What is rationale for this? I am not doubting you but I am struggling to understand. I have seen plenty of people with secondary diagnoses who have LH of around 4 (and that’s what mine was prior to clomid, 4.1, from June 21 labs, below). Is it because my FSH was 6.3? Appreciate your patience here - I couldn’t get a straight answer on this from my doc.

Never that I can remember. We may have used it when I was a child but not that I recall.

Will post up body temps.

recent temps (a.m. upon waking; pm between 1 pm and 3 pm):

8/12: (97.8; 98.6)
8/13: (97.9; 98.5)
8/14: (97.8; 98.5)
8/15: (97.8; 98.6)
8/16: (97.7; 98.5)
8/17: (97.8; 98.4)
8/18: (98.0; 98.6)

Unfortunately I do not have temps pre-IR, so I am not sure of effect of below regimen, if any.

8/3 - 200 mcg selenium
8/4 - 200 mcg selenium
8/5 - 200 mcg selenium
8/6 - 200 mcg selenium
8/7 200 mcg selenium
8/8 - 200 mcg selenium
8/9 - 200 mcg selenium
8/10 - 12.5 mg iodine
8/11 - 25 mg iodine; 200 mcg selenium
8/12 - 25 mg iodine; 200 mcg selenium
8/13 - 25 mg iodine
8/14 - 25 mg iodine; 200 mcg selenium
8/15 - 25 mg iodine; 200 mcg selenium
8/16 - 25 mg iodine; 200 mcg selenium
8/17 - forgot
8/18 - 25 mg iodine, 200 mcg selenium

I’m sure @KSman will chime in but those temps look right on the money.

@cdmac24 Thanks for the feedback - wasn’t sure if anyone was seeing my posts anymore. So it would appear that my thyroid is okay considering low tsh, sufficient t3/t4, and temps are good. I sort of assumed that my thyroid was not optimal considering my being prone to gain weight quite easily.

Yes, body temps are good.
Odd that your body temps are this good having avoided iodized salt. But a great outcome.

Primary because FSH is where it is with very low FT and Bio-T. SHBG+T is lifting TT a bit.

Some with primary can have much higher LH/FSH, but that is not the sole criteria. Often we see mixed primary+secondary.

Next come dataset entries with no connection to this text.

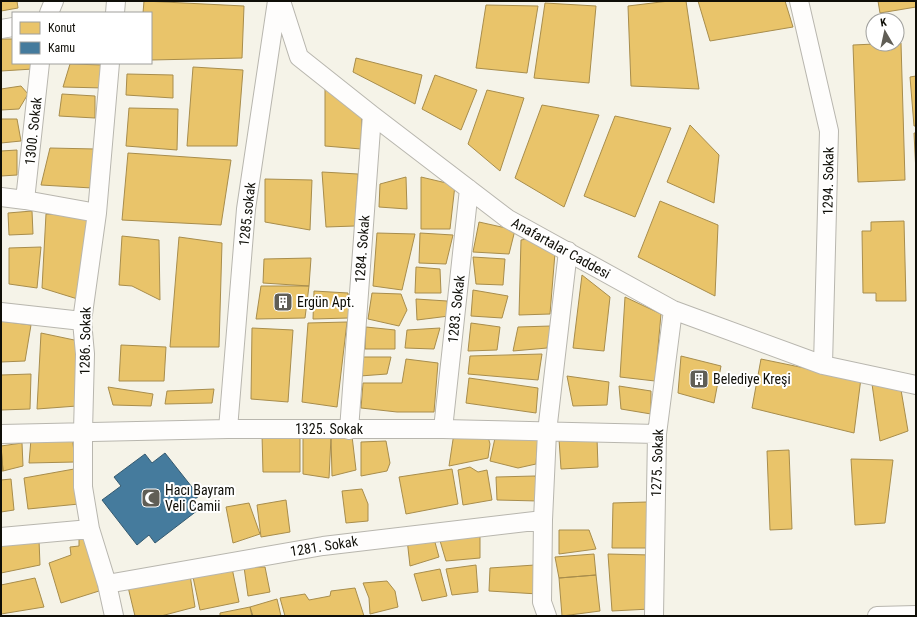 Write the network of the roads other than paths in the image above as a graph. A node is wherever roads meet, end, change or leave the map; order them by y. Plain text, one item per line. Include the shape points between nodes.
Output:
1 (54, 1) edge
2 (116, 1) edge
3 (277, 1) edge
4 (281, 1) edge
5 (799, 1) edge
6 (49, 12) edge
7 (115, 12) edge
8 (12, 27) edge
9 (1, 29) edge
10 (40, 64) edge
11 (110, 64) edge
12 (372, 115) junction
13 (469, 189) junction
14 (1, 197) edge
15 (25, 200) junction
16 (97, 213) junction
17 (568, 252) junction
18 (673, 310) junction
19 (1, 312) edge
20 (82, 322) junction
21 (823, 365) junction
22 (916, 385) edge
23 (228, 429) junction
24 (443, 429) junction
25 (348, 430) junction
26 (83, 431) junction
27 (547, 432) junction
28 (1, 434) edge
29 (657, 434) junction
30 (543, 520) junction
31 (90, 529) junction
32 (1, 537) edge
33 (107, 584) junction
34 (916, 615) edge
35 (113, 616) edge
36 (547, 616) edge
37 (654, 616) edge
38 (877, 616) edge

1 - 6 street
2 - 7 street
3 - 23 street, 1285.sokak via 246,209
4 - 12 street, Anafartalar Caddesi via 299,57
5 - 21 street, 1294. Sokak via 829,131
8 - 9 street
10 - 15 street, 1300. Sokak
11 - 16 street, 1286. Sokak
12 - 13 street, Anafartalar Caddesi
12 - 25 street, 1284. Sokak
13 - 17 street, Anafartalar Caddesi via 508,219
13 - 24 street, 1283. Sokak
14 - 15 street
15 - 16 street
16 - 20 street, 1286. Sokak
17 - 18 street, Anafartalar Caddesi
17 - 27 street
18 - 21 street, Anafartalar Caddesi
18 - 29 street, 1275. Sokak
19 - 20 street
20 - 26 street, 1286. Sokak via 85,354
21 - 22 street, Anafartalar Caddesi
23 - 25 street, 1325. Sokak
23 - 26 street, 1325. Sokak
24 - 25 street, 1325. Sokak
24 - 27 street, 1325. Sokak
26 - 28 street, 1325. Sokak
26 - 31 street, 1286. Sokak via 83,487
27 - 29 street, 1325. Sokak
27 - 30 street
29 - 37 street, 1275. Sokak
30 - 33 street, 1281. Sokak via 323,546
30 - 36 street via 542,602
31 - 32 street
31 - 33 street, 1286. Sokak
33 - 35 street, 1286. Sokak
34 - 38 street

We used to get a few new guys a week here. Now its a flood. I can’t do comprehensive case following any more. I have almost 1000 posting notices in my email since end of April.

1 Like

Thank you @KSman I appreciate your help getting dialed in with my TRT protocol. I know you get a lot of guys coming through here who need straightening out. From what I’ve learned here from you and others, I will hopefully have improved my chances of seeing success with my treatment. About 1.5 months into treatment and so far it seems, from symptoms at least, that my e2 is in control from 1 mg Anastrozole to every 100 mg Test. I’ll continue to post here so others can hopefully learn from my experience as I’ve learned from the posts of others experiences. If I run into any hiccups or have any questions, I’ll be happy to know I can find solid info or advice here.